[[ Supplied data open ]]
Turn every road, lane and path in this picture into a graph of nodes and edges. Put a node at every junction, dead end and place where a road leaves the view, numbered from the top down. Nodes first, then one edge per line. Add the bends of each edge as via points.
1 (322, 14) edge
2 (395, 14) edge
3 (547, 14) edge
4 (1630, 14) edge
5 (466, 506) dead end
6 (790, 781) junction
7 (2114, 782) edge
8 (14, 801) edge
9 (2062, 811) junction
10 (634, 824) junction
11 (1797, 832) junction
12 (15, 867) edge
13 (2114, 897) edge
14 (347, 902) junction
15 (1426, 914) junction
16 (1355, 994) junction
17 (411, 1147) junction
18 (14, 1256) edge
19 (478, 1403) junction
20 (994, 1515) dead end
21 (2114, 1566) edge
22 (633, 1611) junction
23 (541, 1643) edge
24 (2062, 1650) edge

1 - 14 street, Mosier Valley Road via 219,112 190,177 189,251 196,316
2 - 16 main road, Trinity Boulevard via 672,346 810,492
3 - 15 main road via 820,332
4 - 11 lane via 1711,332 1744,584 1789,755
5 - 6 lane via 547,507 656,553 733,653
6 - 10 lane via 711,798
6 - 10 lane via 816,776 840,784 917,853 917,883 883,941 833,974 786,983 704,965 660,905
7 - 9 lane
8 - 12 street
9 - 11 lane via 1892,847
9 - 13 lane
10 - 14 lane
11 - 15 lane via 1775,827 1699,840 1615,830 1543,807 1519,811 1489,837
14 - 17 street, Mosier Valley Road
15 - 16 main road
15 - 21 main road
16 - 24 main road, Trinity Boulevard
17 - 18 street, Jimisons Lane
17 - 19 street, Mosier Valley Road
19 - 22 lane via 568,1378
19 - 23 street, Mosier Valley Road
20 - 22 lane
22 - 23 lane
[[ Supplied data closed ]]
| Exercise objective |
Exact repetition of every entry in the data is required.

| Solution to this problem |
Turn every road, lane and path in this picture into a graph of nodes and edges. Put a node at every junction, dead end and place where a road leaves the view, numbered from the top down. Nodes first, then one edge per line. Add the bends of each edge as via points.
1 (322, 14) edge
2 (395, 14) edge
3 (547, 14) edge
4 (1630, 14) edge
5 (466, 506) dead end
6 (790, 781) junction
7 (2114, 782) edge
8 (14, 801) edge
9 (2062, 811) junction
10 (634, 824) junction
11 (1797, 832) junction
12 (15, 867) edge
13 (2114, 897) edge
14 (347, 902) junction
15 (1426, 914) junction
16 (1355, 994) junction
17 (411, 1147) junction
18 (14, 1256) edge
19 (478, 1403) junction
20 (994, 1515) dead end
21 (2114, 1566) edge
22 (633, 1611) junction
23 (541, 1643) edge
24 (2062, 1650) edge

1 - 14 street, Mosier Valley Road via 219,112 190,177 189,251 196,316
2 - 16 main road, Trinity Boulevard via 672,346 810,492
3 - 15 main road via 820,332
4 - 11 lane via 1711,332 1744,584 1789,755
5 - 6 lane via 547,507 656,553 733,653
6 - 10 lane via 711,798
6 - 10 lane via 816,776 840,784 917,853 917,883 883,941 833,974 786,983 704,965 660,905
7 - 9 lane
8 - 12 street
9 - 11 lane via 1892,847
9 - 13 lane
10 - 14 lane
11 - 15 lane via 1775,827 1699,840 1615,830 1543,807 1519,811 1489,837
14 - 17 street, Mosier Valley Road
15 - 16 main road
15 - 21 main road
16 - 24 main road, Trinity Boulevard
17 - 18 street, Jimisons Lane
17 - 19 street, Mosier Valley Road
19 - 22 lane via 568,1378
19 - 23 street, Mosier Valley Road
20 - 22 lane
22 - 23 lane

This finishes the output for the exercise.